Analysis of nanopore sequencing data and read counting

Nanopore sequencing yields very long reads. Therefore, the reference was assembled as aforementioned but using 2000 bp of the locus-specific sequences plus the constant sequence of the cassette enriched by the Anhor-Seq reaction. MinION data were basecalled using the Albacore Sequencing Pipeline Software v2.0.2 (Oxford Nanopore Technologies). For data analysis, a custom script was used to extract and de-multiplex informative sequence segments from all reads based on approximate matching of amplicon features (e.g., the constant region of the vectorette or feature cassette; Julia v0.6.0 with BioSequences v0.8.0, see above). Matching with a Levenshtein distance of 1 was sufficient to discriminate between the barcodes used in this study. Then, the extracted sequence segments were aligned to the reference using minimap2 (v2.2-r409)62, using the default parameters (command line option: “-ax map-ont”) for mapping of long noisy genomic reads. Only reads that mapped to the beginning of the reference were counted using a custom shell script. The count data for the clones retrieved in each library for cells contained in the individual bins after FACS are provided in Supplementary Table 3.
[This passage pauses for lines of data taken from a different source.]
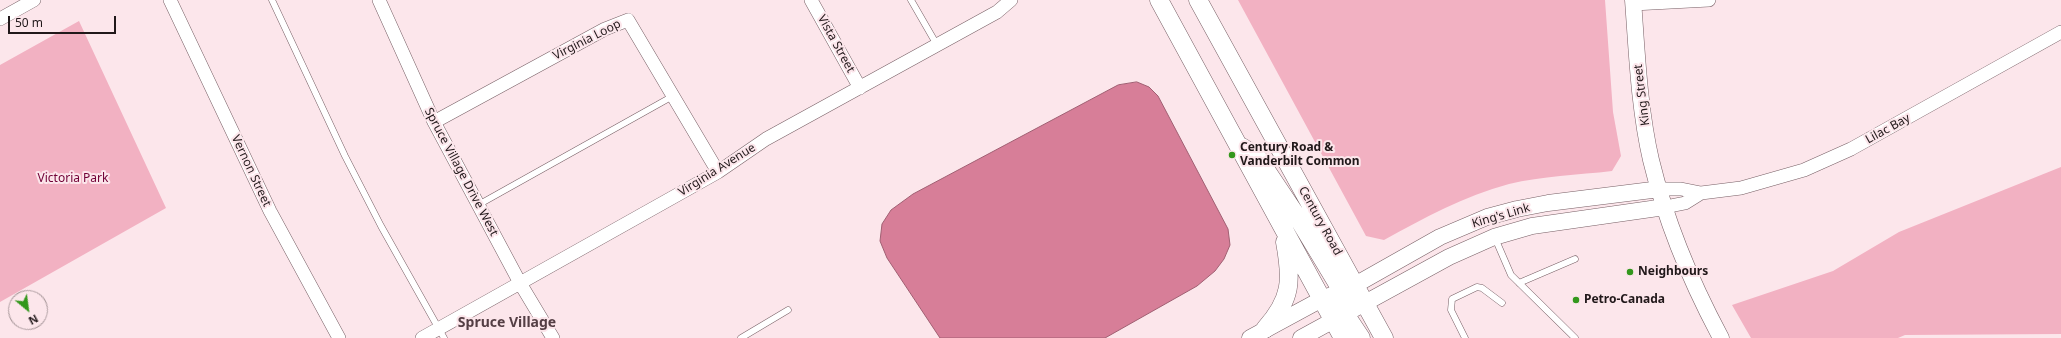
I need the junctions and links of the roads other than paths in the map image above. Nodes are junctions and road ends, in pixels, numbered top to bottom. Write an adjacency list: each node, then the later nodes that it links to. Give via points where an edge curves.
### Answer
1 (34, 0): 12 (street)
2 (170, 0): 37 (street, Vernon Street, via 270,210)
3 (272, 0): 35 (lane, via 380,226)
4 (379, 0): 17 (street, Spruce Village Drive West)
5 (811, 0): 15 (street, Vista Street)
6 (911, 0): 14 (lane)
7 (1011, 0): 14 (street, Virginia Avenue, via 997,12)
8 (1159, 0): 18 (main road)
9 (1198, 0): 29 (main road, Century Road)
10 (1709, 0): 11 (street)
11 (1633, 2): 20 (street, King Street, via 1641,100 1651,160)
12 (0, 19)
13 (2061, 32): 21 (street, Lilac Bay, via 1851,150 1775,179 1741,188)
14 (937, 45): 15 (street, Virginia Avenue)
15 (860, 88): 19 (street, Virginia Avenue, via 766,139)
16 (673, 96): 17 (street, Virginia Loop, via 628,20 605,29); 19 (street, Virginia Loop); 22 (lane)
17 (434, 122): 22 (street, Spruce Village Drive West)
18 (1235, 142): 24 (main road); 29 (main road, via 1258,158)
19 (718, 172): 27 (street, Virginia Avenue)
20 (1660, 189): 21 (street, Lilac Bay); 23 (street, King Street); 29 (street, King's Link, via 1548,203 1487,217 1440,237)
21 (1701, 192): 23 (street, Lilac Bay, via 1685,203)
22 (478, 205): 27 (street, Spruce Village Drive West)
23 (1665, 207): 25 (street, King's Link, via 1532,226); 47 (street, King Street, via 1692,280)
24 (1282, 227): 30 (main road); 36 (main road, via 1290,268 1289,282 1279,314)
25 (1494, 237): 28 (lane, via 1511,275); 31 (street, King's Link, via 1448,257)
26 (1575, 259): 28 (lane)
27 (520, 283): 35 (street, Virginia Avenue); 39 (street, Spruce Village Drive West)
28 (1519, 283): 46 (lane)
29 (1349, 288): 30 (street, King's Link); 31 (main road, via 1352,299)
30 (1322, 299): 34 (main road); 36 (street, King's Link)
31 (1365, 303): 34 (street, King's Link); 44 (main road)
32 (1502, 303): 45 (lane, via 1477,286 1452,299 1451,310)
33 (788, 310): 40 (lane)
34 (1340, 317): 41 (street, King's Link); 42 (main road); 43 (main road)
35 (441, 333): 38 (street, Virginia Avenue)
36 (1257, 334)
37 (339, 338)
38 (422, 338)
39 (553, 338)
40 (741, 338)
41 (1301, 338)
42 (1343, 338)
43 (1361, 338)
44 (1384, 338)
45 (1465, 338)
46 (1575, 338)
47 (1721, 338)

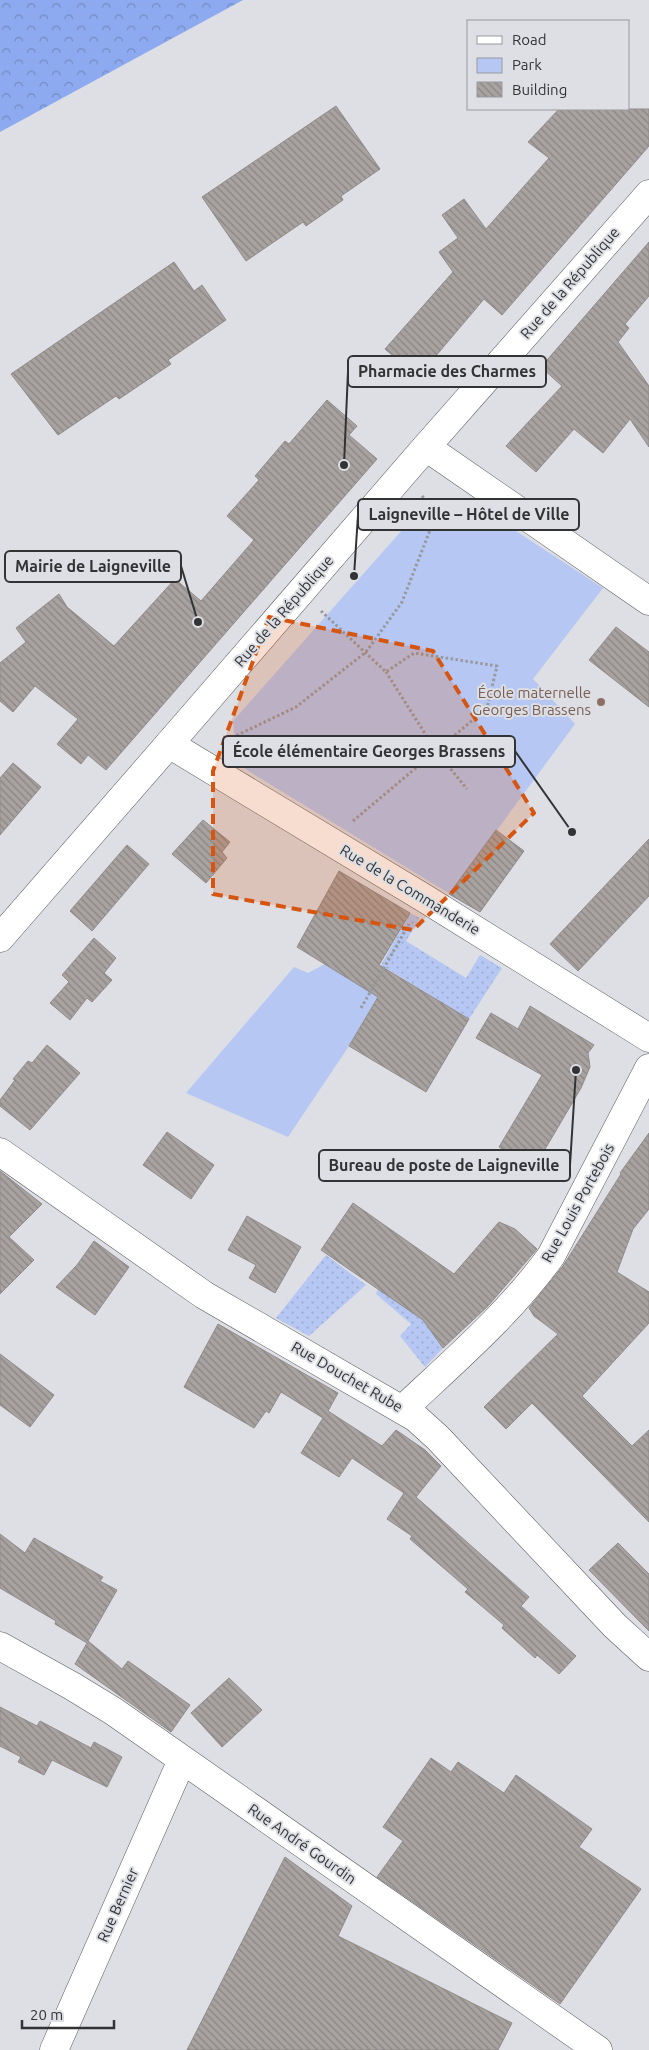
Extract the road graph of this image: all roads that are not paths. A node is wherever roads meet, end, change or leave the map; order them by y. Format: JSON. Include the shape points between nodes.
{"nodes":[{"id":1,"x":649,"y":194,"type":"edge"},
{"id":2,"x":426,"y":448,"type":"junction"},
{"id":3,"x":649,"y":601,"type":"edge"},
{"id":4,"x":180,"y":751,"type":"junction"},
{"id":5,"x":0,"y":938,"type":"edge"},
{"id":6,"x":649,"y":1038,"type":"edge"},
{"id":7,"x":649,"y":1068,"type":"edge"},
{"id":8,"x":0,"y":1152,"type":"edge"},
{"id":9,"x":403,"y":1409,"type":"junction"},
{"id":10,"x":0,"y":1646,"type":"edge"},
{"id":11,"x":649,"y":1657,"type":"edge"},
{"id":12,"x":182,"y":1760,"type":"junction"},
{"id":13,"x":54,"y":2050,"type":"edge"},
{"id":14,"x":598,"y":2050,"type":"edge"}],
"edges":[{"from":1,"to":2,"type":"street","name":"Rue de la République"},
{"from":2,"to":3,"type":"street"},
{"from":2,"to":4,"type":"street","name":"Rue de la République"},
{"from":4,"to":5,"type":"street","name":"Rue de la République"},
{"from":4,"to":6,"type":"street","name":"Rue de la Commanderie"},
{"from":7,"to":9,"type":"street","name":"Rue Louis Portebois","via":[[545,1264],[492,1326]]},
{"from":8,"to":9,"type":"street","name":"Rue Douchet Rube","via":[[204,1295]]},
{"from":9,"to":11,"type":"street","name":"Rue Douchet Rube","via":[[427,1426],[615,1626]]},
{"from":10,"to":12,"type":"street","name":"Rue André Gourdin","via":[[92,1697]]},
{"from":12,"to":13,"type":"street","name":"Rue Bernier"},
{"from":12,"to":14,"type":"street","name":"Rue André Gourdin"}]}
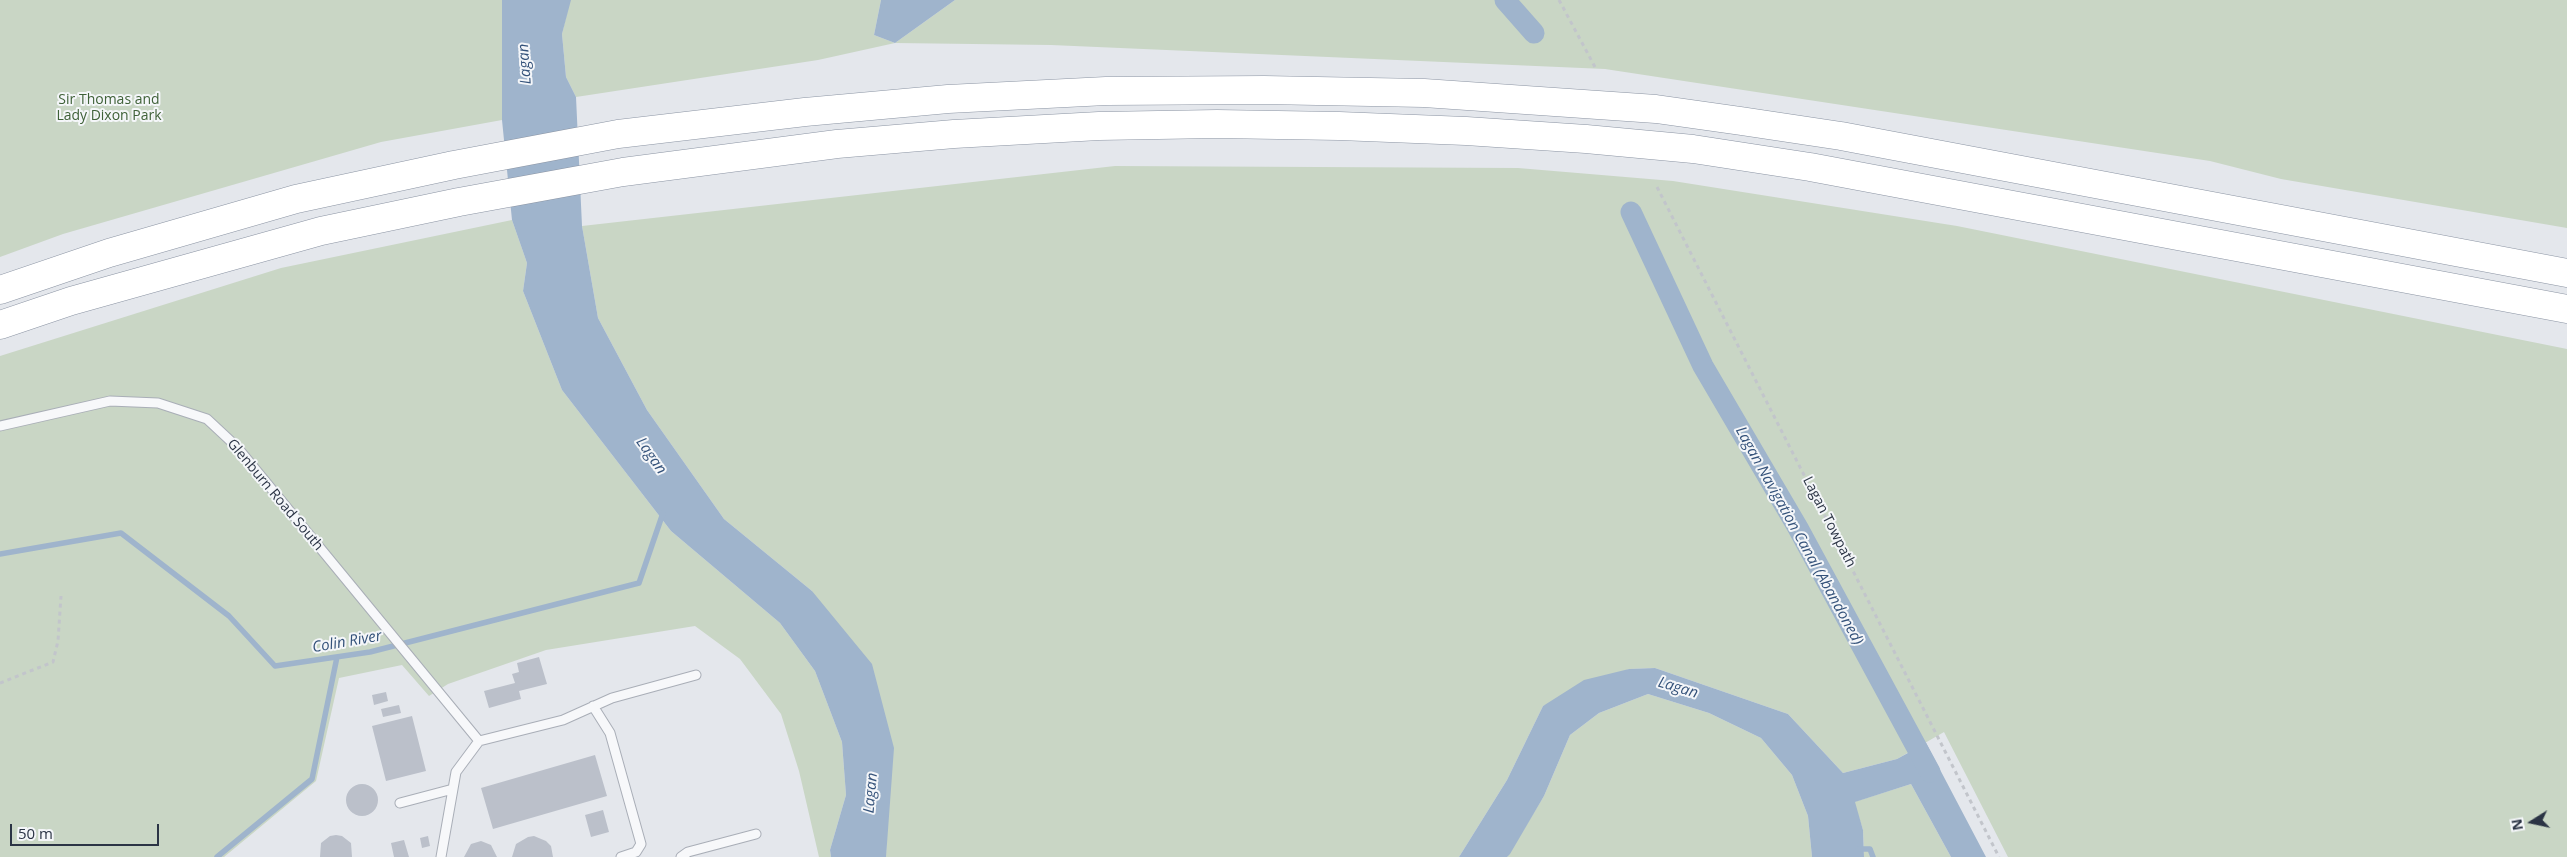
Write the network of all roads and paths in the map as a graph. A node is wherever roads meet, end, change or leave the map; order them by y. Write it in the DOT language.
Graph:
graph roads {
  1 [pos="1559,0"];
  2 [pos="1595,67"];
  3 [pos="1657,188"];
  4 [pos="2567,273"];
  5 [pos="0,290"];
  6 [pos="2567,309"];
  7 [pos="0,325"];
  8 [pos="0,426"];
  9 [pos="61,596"];
  10 [pos="696,675"];
  11 [pos="0,683"];
  12 [pos="593,706"];
  13 [pos="479,741"];
  14 [pos="453,789"];
  15 [pos="400,802"];
  16 [pos="756,834"];
  17 [pos="640,855"];
  18 [pos="441,857"];
  19 [pos="621,857"];
  20 [pos="681,857"];
  21 [pos="1999,857"];
  1 -- 2 [label="path"];
  3 -- 21 [label="path, Lagan Towpath"];
  4 -- 5 [label="highway"];
  6 -- 7 [label="highway"];
  8 -- 13 [label="lane, Glenburn Road South"];
  9 -- 11 [label="path"];
  10 -- 12 [label="lane"];
  12 -- 13 [label="lane"];
  12 -- 17 [label="lane"];
  13 -- 14 [label="lane"];
  14 -- 15 [label="lane"];
  14 -- 18 [label="lane"];
  16 -- 20 [label="lane"];
  17 -- 19 [label="lane"];
}
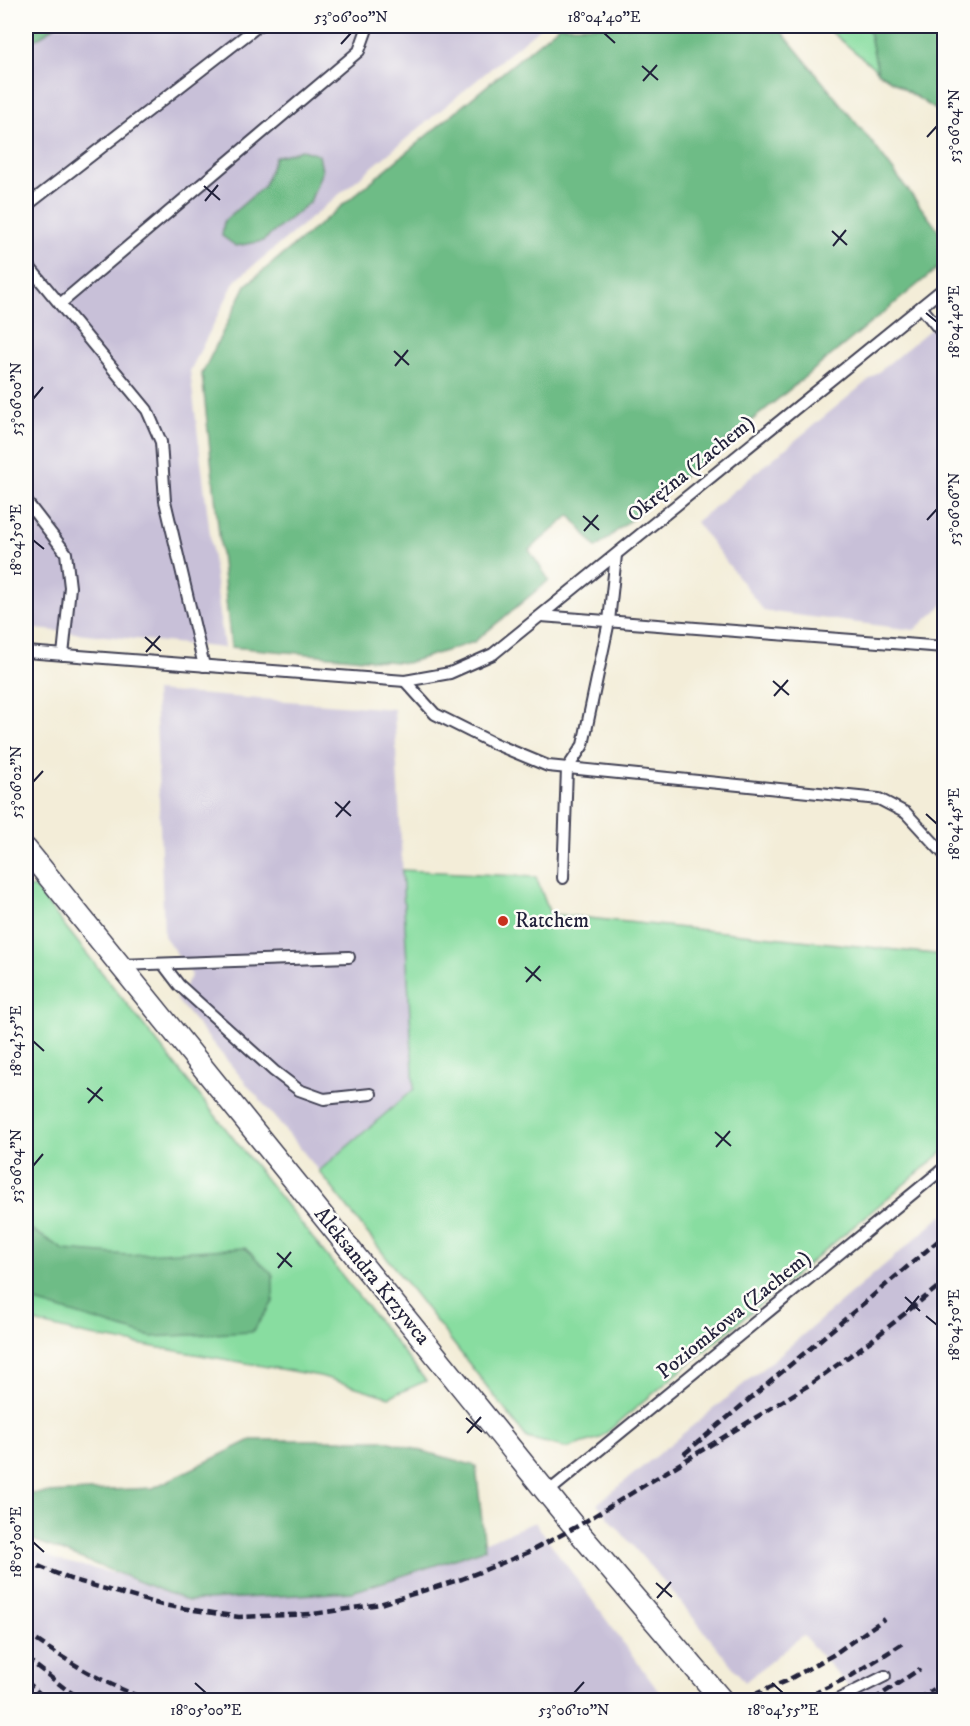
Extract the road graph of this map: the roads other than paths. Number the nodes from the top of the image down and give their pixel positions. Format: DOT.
graph roads {
  1 [pos="258,26"];
  2 [pos="368,26"];
  3 [pos="26,206"];
  4 [pos="26,263"];
  5 [pos="945,288"];
  6 [pos="60,304"];
  7 [pos="921,307"];
  8 [pos="945,335"];
  9 [pos="26,501"];
  10 [pos="616,555"];
  11 [pos="541,616"];
  12 [pos="609,621"];
  13 [pos="945,647"];
  14 [pos="26,652"];
  15 [pos="63,655"];
  16 [pos="204,666"];
  17 [pos="405,681"];
  18 [pos="567,769"];
  19 [pos="26,849"];
  20 [pos="945,854"];
  21 [pos="563,878"];
  22 [pos="349,957"];
  23 [pos="163,964"];
  24 [pos="118,965"];
  25 [pos="371,1094"];
  26 [pos="945,1168"];
  27 [pos="548,1492"];
  28 [pos="885,1676"];
  29 [pos="722,1701"];
  30 [pos="837,1701"];
  1 -- 3 [label="lane"];
  2 -- 6 [label="lane"];
  4 -- 6 [label="lane"];
  5 -- 7 [label="lane, Okrężna (Zachem)"];
  6 -- 16 [label="lane"];
  7 -- 8 [label="lane"];
  7 -- 10 [label="lane, Okrężna (Zachem)"];
  9 -- 15 [label="lane"];
  10 -- 11 [label="lane, Okrężna (Zachem)"];
  10 -- 12 [label="lane"];
  11 -- 12 [label="lane"];
  11 -- 17 [label="lane, Okrężna (Zachem)"];
  12 -- 13 [label="lane"];
  12 -- 18 [label="lane"];
  14 -- 15 [label="lane, Okrężna (Zachem)"];
  15 -- 16 [label="lane, Okrężna (Zachem)"];
  16 -- 17 [label="lane, Okrężna (Zachem)"];
  17 -- 18 [label="lane"];
  18 -- 20 [label="lane"];
  18 -- 21 [label="lane"];
  19 -- 24 [label="street, Aleksandra Krzywca"];
  22 -- 23 [label="lane"];
  23 -- 24 [label="lane"];
  23 -- 25 [label="lane"];
  24 -- 27 [label="street, Aleksandra Krzywca"];
  26 -- 27 [label="lane, Poziomkowa (Zachem)"];
  27 -- 29 [label="street, Aleksandra Krzywca"];
  28 -- 30 [label="lane"];
}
Calculation of fluorescence intensity estimates

Fluorescence intensity estimates were calculated as previously described for FACS-based profiling of pooled yeast libraries:63 Let b be a natural number from 1 to 8 indicating one of our eight FACS bins B for which we know the fraction pb of the total cell population sorted into this bin. Further, we determined by sequencing for each bin the number of reads rg,b of an individual genotype g (tagged ORF) of all detected genotypes G. The observed unnormalized cell distribution of g is given by:

$$\tilde C_g\left( b \right) = \frac{{r_{g,b}}}{{\mathop {\sum }\nolimits_{g \in G} r_{g,b}}}p_b.$$
(1)

We define the fluorescence intensity estimate for g as the empirical mean of \(\tilde C_g\):

$${\mathrm{fluorescence}}\,{\mathrm{intensity}}\,{\mathrm{estimate:}} = E_{f\sim \tilde C_g}\left[ b \right] = \mathop {\sum }\limits_b \frac{{b \cdot \tilde C_g}}{{\mathop {\sum }\nolimits_{b \in B} \tilde C_g}}.$$
(2)

Calculations and statistical analyses

Statistical analyses were performed using R as specified in the scripts or legends.

Estimation of co-integrand number

We assumed that most co-integrands would result from doubly transformed individuals. So, the number of phenotypic heterozygous individuals (e.g., GFP + RFP + or kanR hygR) represents half of the co-integrands if both feature cassettes that were transformed at equimolar ratios have an equal probability of being taken up with the likes of them (i.e., GFP+ GFP+ and RFP+ RFP+) as with each other. Further, we assumed that the fluorescent protein or the antibiotic resistance marker present in the feature cassette had no or only a minor impact on integration efficiency.

Calculation of copy number changes during RCA

Copy numbers (UMI counts) were normalized to the median UMI frequency in each sequencing experiment and the Gaussian kernel density estimate plotted. Fold changes were calculated as normalized UMI counts after RCA divided by normalized UMI counts after PCR for each oligonucleotide.

Software and figure generation

Proportional Venn diagrams were generated using eulerAPE64. Analyses were performed using R v3.4.1/v3.5.1 with Biostrings v2.44.265 and data.table v1.10.4/v1.11.4. Plots were generated using ggplot2 v2.3.0 and figures were made using Apple Keynote 8.2.